Darrius Barnes (born December 24, 1986) is an American retired soccer player. He played the majority of his professional career for the New England Revolution of Major League Soccer, the top flight of professional soccer in the United States. He primarily played defender. He is currently the president of Crown Legacy FC, the MLS Next Pro team of Charlotte FC.

==Career==

===Youth and college===
Barnes played high school soccer at Southeast Raleigh High School, in Raleigh, North Carolina. He started for Varsity all four years. His senior year he helped his team to reach the conference finals and defeat a tough Broughton High School team to claim the school's first ever conference championship. His merits include TAAC All-Conference 2005.

Barnes played college soccer at Duke University. During his college years Barnes also played with Raleigh CASL Elite and Cary RailHawks U23's in the USL Premier Development League.

===Professional===
Barnes was drafted in the third round (40th overall) of the 2009 MLS SuperDraft by New England Revolution on 15 January 2009, officially signing for the club on 17 March 2009. He made his professional debut on 21 March 2009, in New England's first game of the 2009 MLS season against the San Jose Earthquakes. He became the second rookie in the history of MLS to play every minute of every game, following in the footsteps of former Revs center back Michael Parkhurst, who was the first to accomplish the feat in 2005. He was also the only outfield player to play every minute of every game in the 2009 season, and helped the Revolution establish a club-record 386-minute shutout streak.

In 2011, Barnes was a finalist for the MLS Fair Play Award.

On 22 September 2012 against the New York Red Bulls, Barnes scored his first-ever (and only) professional goal, finding the net in the 95th minute of the match to help the Revolution salvage a 1-1 draw.
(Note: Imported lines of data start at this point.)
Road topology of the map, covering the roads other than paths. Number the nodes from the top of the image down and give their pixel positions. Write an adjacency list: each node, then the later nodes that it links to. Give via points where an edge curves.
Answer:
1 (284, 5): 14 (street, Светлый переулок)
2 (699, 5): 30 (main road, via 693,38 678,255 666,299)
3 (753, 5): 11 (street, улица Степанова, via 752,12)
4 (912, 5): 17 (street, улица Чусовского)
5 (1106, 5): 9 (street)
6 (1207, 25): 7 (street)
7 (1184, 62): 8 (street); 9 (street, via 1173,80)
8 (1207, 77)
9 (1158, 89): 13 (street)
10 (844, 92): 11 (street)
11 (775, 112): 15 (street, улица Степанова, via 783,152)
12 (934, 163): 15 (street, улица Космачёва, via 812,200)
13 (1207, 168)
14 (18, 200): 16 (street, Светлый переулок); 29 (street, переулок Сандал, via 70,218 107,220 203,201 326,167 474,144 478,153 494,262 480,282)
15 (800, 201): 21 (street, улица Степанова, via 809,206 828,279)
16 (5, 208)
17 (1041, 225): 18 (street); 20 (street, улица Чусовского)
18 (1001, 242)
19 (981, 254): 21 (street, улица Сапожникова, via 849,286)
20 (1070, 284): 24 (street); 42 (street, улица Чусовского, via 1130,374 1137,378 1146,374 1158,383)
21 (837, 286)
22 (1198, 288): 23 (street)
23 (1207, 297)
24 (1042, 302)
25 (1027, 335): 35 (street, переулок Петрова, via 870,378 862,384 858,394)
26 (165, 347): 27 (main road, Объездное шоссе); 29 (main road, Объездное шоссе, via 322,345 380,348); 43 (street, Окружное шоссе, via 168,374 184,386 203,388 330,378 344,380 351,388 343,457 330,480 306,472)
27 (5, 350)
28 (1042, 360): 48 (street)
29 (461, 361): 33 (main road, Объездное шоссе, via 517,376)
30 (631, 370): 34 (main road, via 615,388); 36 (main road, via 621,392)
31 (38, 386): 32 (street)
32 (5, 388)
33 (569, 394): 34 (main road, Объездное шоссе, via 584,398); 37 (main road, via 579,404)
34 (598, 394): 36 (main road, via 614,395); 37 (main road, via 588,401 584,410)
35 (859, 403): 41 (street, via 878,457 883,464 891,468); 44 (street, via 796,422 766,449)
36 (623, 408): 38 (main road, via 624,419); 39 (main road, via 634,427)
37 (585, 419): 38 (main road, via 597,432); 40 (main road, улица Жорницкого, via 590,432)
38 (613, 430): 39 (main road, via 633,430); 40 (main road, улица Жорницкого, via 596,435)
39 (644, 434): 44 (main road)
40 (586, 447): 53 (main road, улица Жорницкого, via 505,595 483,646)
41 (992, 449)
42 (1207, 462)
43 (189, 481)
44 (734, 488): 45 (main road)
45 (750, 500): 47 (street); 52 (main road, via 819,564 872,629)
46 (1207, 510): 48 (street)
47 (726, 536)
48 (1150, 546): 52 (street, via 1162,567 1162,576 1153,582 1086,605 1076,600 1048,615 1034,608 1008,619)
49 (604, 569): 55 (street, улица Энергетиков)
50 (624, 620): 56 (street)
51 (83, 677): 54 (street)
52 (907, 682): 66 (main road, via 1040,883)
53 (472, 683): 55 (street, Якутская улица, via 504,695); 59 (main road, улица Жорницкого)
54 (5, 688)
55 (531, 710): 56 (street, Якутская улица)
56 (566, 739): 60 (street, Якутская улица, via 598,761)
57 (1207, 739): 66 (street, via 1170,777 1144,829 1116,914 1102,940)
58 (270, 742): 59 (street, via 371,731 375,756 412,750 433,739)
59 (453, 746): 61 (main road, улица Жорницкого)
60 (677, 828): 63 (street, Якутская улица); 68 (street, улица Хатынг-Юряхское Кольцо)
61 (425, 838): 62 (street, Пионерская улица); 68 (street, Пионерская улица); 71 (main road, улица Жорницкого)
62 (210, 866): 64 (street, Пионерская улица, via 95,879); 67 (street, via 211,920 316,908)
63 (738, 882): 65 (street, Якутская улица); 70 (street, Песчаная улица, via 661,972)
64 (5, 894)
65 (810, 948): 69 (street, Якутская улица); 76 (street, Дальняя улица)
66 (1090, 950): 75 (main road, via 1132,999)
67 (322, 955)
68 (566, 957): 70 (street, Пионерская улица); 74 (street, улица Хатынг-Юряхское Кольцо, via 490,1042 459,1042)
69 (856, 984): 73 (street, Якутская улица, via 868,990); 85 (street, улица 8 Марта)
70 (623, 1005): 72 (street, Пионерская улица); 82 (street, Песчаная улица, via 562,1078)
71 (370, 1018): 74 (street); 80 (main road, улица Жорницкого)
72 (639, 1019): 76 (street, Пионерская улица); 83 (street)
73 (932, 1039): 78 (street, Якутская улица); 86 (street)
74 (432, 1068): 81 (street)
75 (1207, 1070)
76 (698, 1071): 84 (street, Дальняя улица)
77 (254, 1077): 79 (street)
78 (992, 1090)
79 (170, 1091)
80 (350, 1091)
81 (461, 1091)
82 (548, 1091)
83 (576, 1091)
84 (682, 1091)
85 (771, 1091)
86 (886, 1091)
He made his 100th MLS appearance on 15 March 2014, and recorded his 100th MLS start on 7 September 2014 against the Chicago Fire.

Following his release from New England at the end of the 2016 season, Barnes joined North American Soccer League side New York Cosmos on 24 March 2017.

On 15 December 2017, Barnes announced his retirement from playing professional soccer.

===Post-playing career===
After retiring from active play, Barnes joined the Major League Soccer offices and as of June, 2020 was working for the league in marketing.

In March 2022, Charlotte FC named Barnes the president of their MLS Next Pro team Crown Legacy FC.